What to work on » Could you return only the lines that run from the line with "Right hand at" through the final line of the data, exactly as they stand?

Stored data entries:
[Start of Attachment]

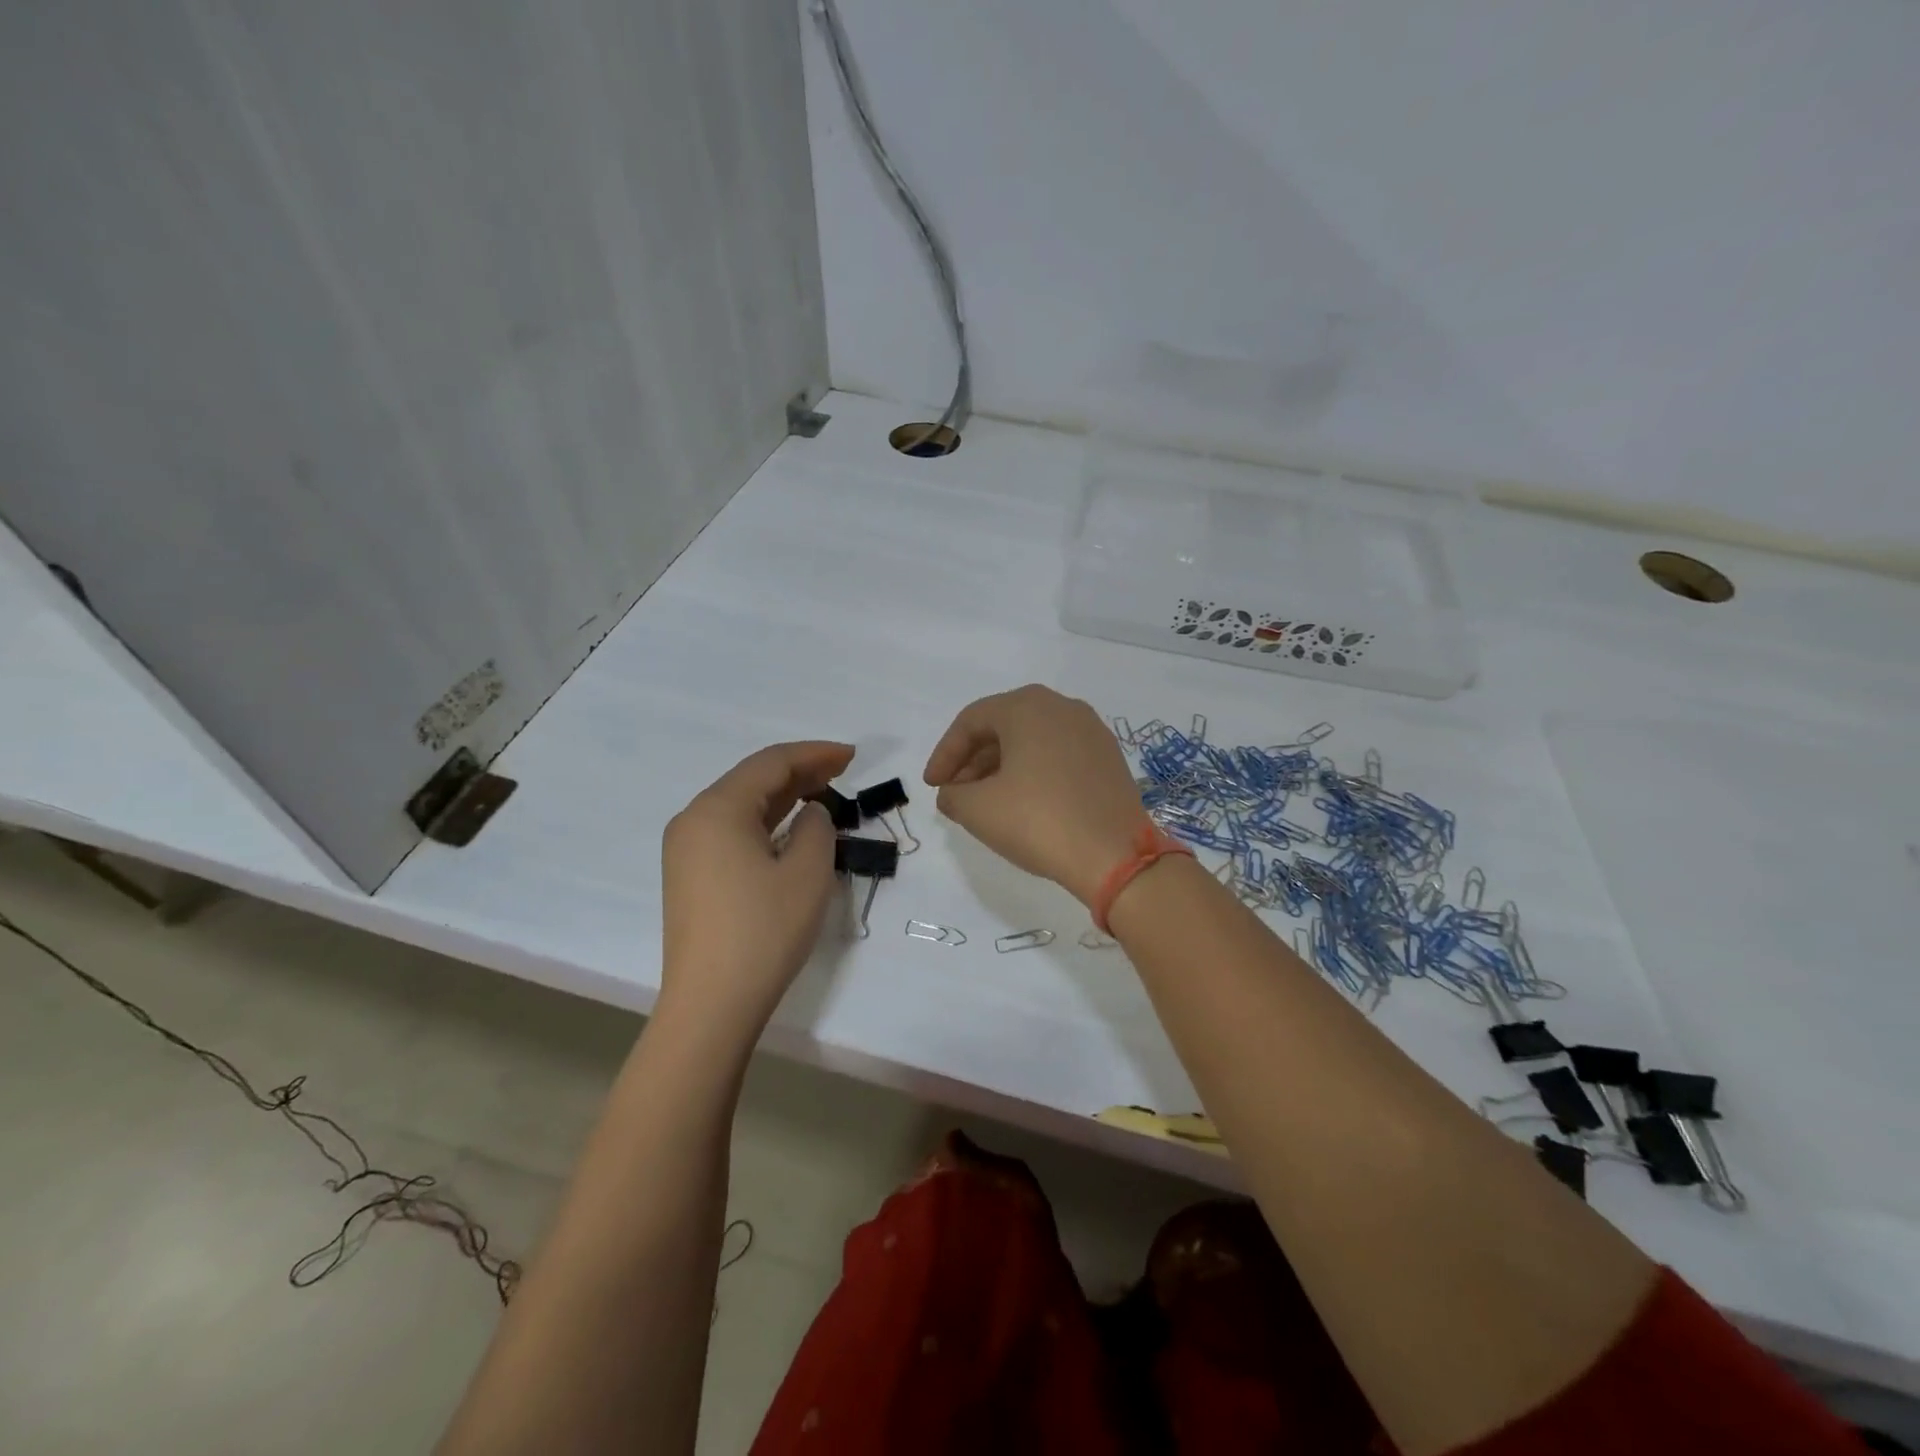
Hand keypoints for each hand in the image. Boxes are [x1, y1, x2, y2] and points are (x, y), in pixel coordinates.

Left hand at [659, 741, 854, 1042]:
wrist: (711, 1004)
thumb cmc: (764, 931)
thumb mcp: (807, 872)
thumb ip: (817, 827)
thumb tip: (811, 813)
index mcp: (717, 809)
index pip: (771, 763)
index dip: (815, 753)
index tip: (852, 755)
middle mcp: (693, 820)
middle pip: (752, 780)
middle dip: (800, 771)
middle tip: (843, 771)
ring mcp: (686, 849)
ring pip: (741, 805)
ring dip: (783, 796)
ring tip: (824, 793)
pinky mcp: (690, 875)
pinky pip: (731, 831)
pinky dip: (766, 822)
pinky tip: (791, 828)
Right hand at [923, 685, 1146, 906]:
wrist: (1116, 855)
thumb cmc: (1039, 821)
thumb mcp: (978, 809)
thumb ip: (952, 794)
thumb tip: (952, 793)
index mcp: (1027, 706)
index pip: (971, 721)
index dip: (944, 754)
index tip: (933, 786)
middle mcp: (1062, 707)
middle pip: (1003, 727)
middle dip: (973, 760)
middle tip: (956, 794)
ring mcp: (1091, 731)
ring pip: (1032, 741)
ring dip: (1002, 767)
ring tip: (987, 803)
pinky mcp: (1109, 758)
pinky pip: (1058, 755)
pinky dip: (1034, 773)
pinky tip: (1025, 804)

[End of Attachment]

Response »
Right hand at [923, 685, 1146, 906]:
wrist: (1116, 855)
thumb cmc: (1039, 821)
thumb mcp: (978, 809)
thumb ip: (952, 794)
thumb tip: (952, 793)
index mcp: (1027, 706)
index pip: (971, 721)
index dip: (944, 754)
index tip: (933, 786)
middle mcp: (1062, 707)
middle pip: (1003, 727)
middle dip: (973, 760)
middle tip: (956, 794)
ring mcp: (1091, 731)
ring pip: (1032, 741)
ring dip: (1002, 767)
ring tip: (987, 803)
pinky mcp: (1109, 758)
pinky pip: (1058, 755)
pinky dip: (1034, 773)
pinky tip: (1025, 804)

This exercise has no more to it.